Novel emboli protection system during cardiac surgery: a multi-center, randomized, clinical trial.
Bolotin G., Huber CH., Shani L., Mohr FW., Carrel TP., Borger MA., Falk V., Taggart D., Nir RR., Englberger L., Seeburger J., Caliskan E., Starck CT.
BACKGROUND: Stroke is a major cause of morbidity and mortality during open-heart surgery. Up to 60% of intraoperative cerebral events are emboli induced. This randomized, controlled, multicenter trial is the first human study evaluating the safety and efficacy of a novel aortic cannula producing simultaneous forward flow and backward suction for extracting solid and gaseous emboli from the ascending aorta and aortic arch upon their intraoperative release. METHODS: Sixty-six patients (25 females; 68±10 years) undergoing elective aortic valve replacement surgery, with or without coronary artery bypass graft surgery, were randomized to the use of the CardioGard (CardioGard Medical, Or-Yehuda, Israel) Emboli Protection cannula ("treatment") or a standard ("control") aortic cannula.
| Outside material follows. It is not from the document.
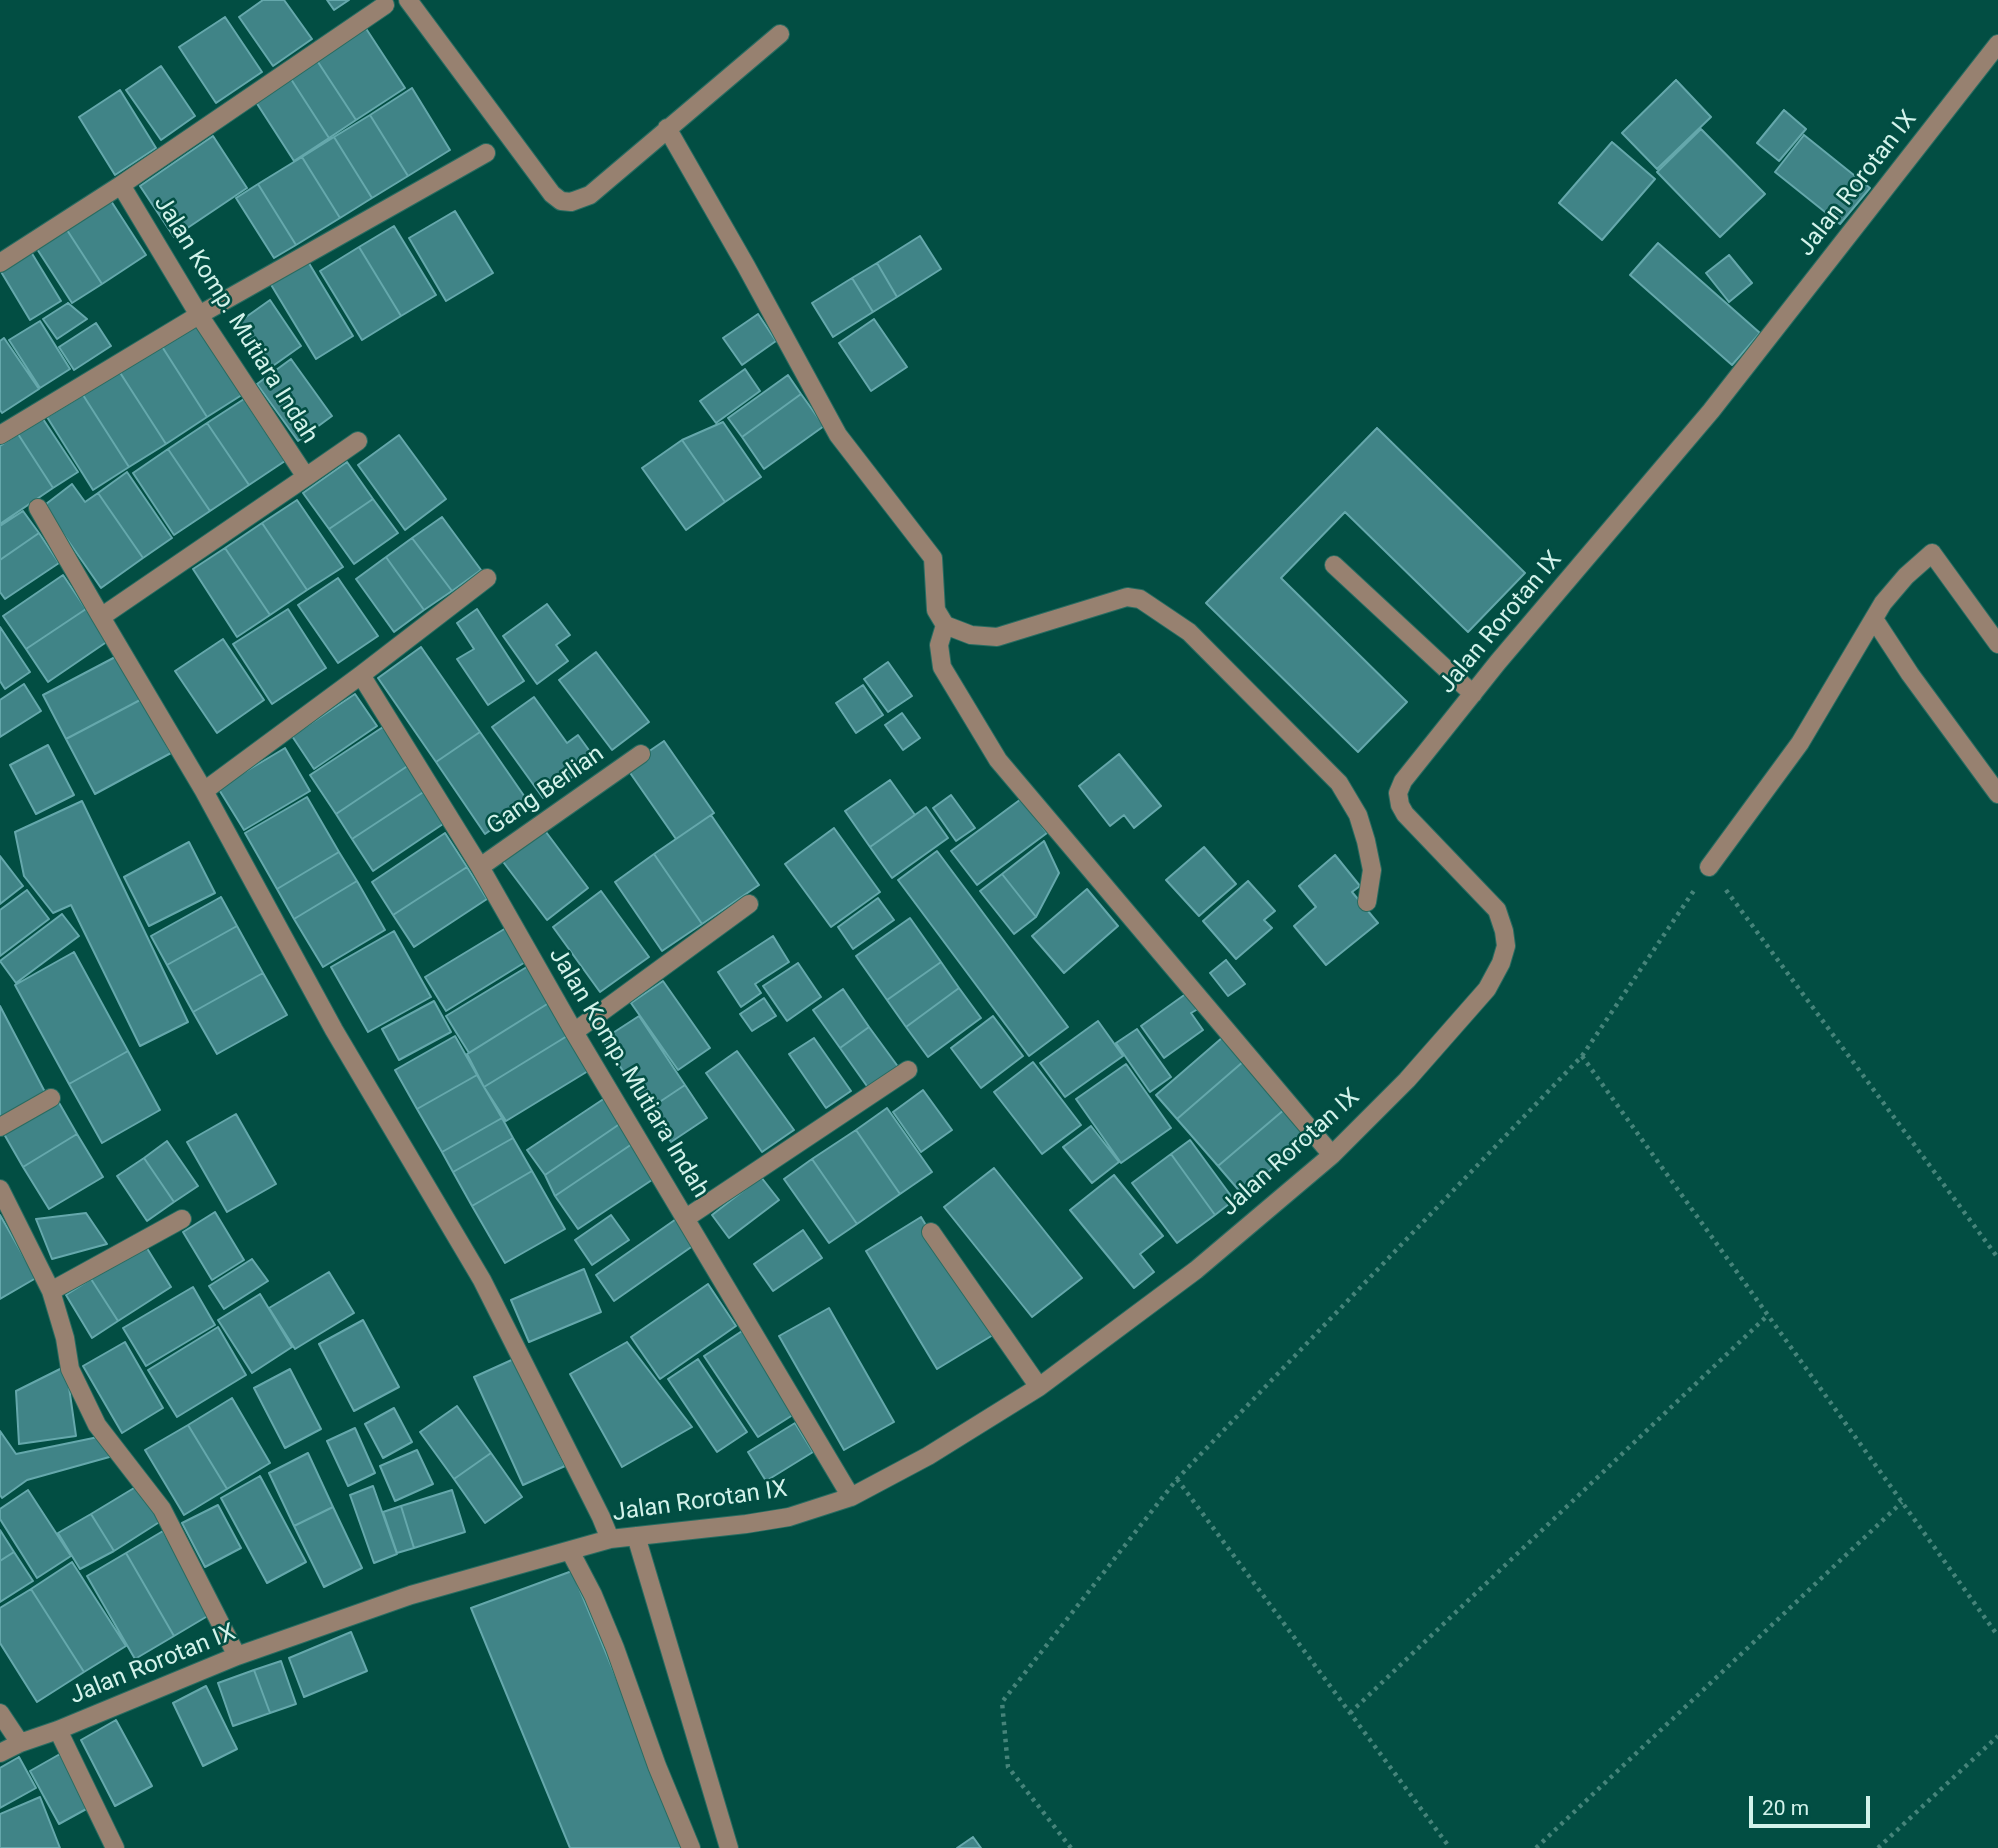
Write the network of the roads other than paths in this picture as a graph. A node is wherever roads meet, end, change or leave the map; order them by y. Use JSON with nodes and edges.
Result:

The primary endpoint was the volume of new brain lesions measured by diffusion-weighted magnetic resonance imaging (DW-MRI), performed preoperatively and postoperatively. Device safety was investigated by comparisons of complications rate, namely neurologic events, stroke, renal insufficiency and death. RESULTS: Of 66 patients (34 in the treatment group), 51 completed the presurgery and postsurgery MRI (27 in the treatment group). The volume of new brain lesion for the treatment group was (mean±standard error of the mean) 44.00±64.00 versus 126.56±28.74 mm3 in the control group (p=0.004). Of the treatment group, 41% demonstrated new postoperative lesions versus 66% in the control group (p=0.03). The complication rate was comparable in both groups. CONCLUSIONS: The CardioGard cannula is safe and efficient in use during open-heart surgery. Efficacy was demonstrated by the removal of a substantial amount of emboli, a significant reduction in the volume of new brain lesions, and the percentage of patients experiencing new brain lesions.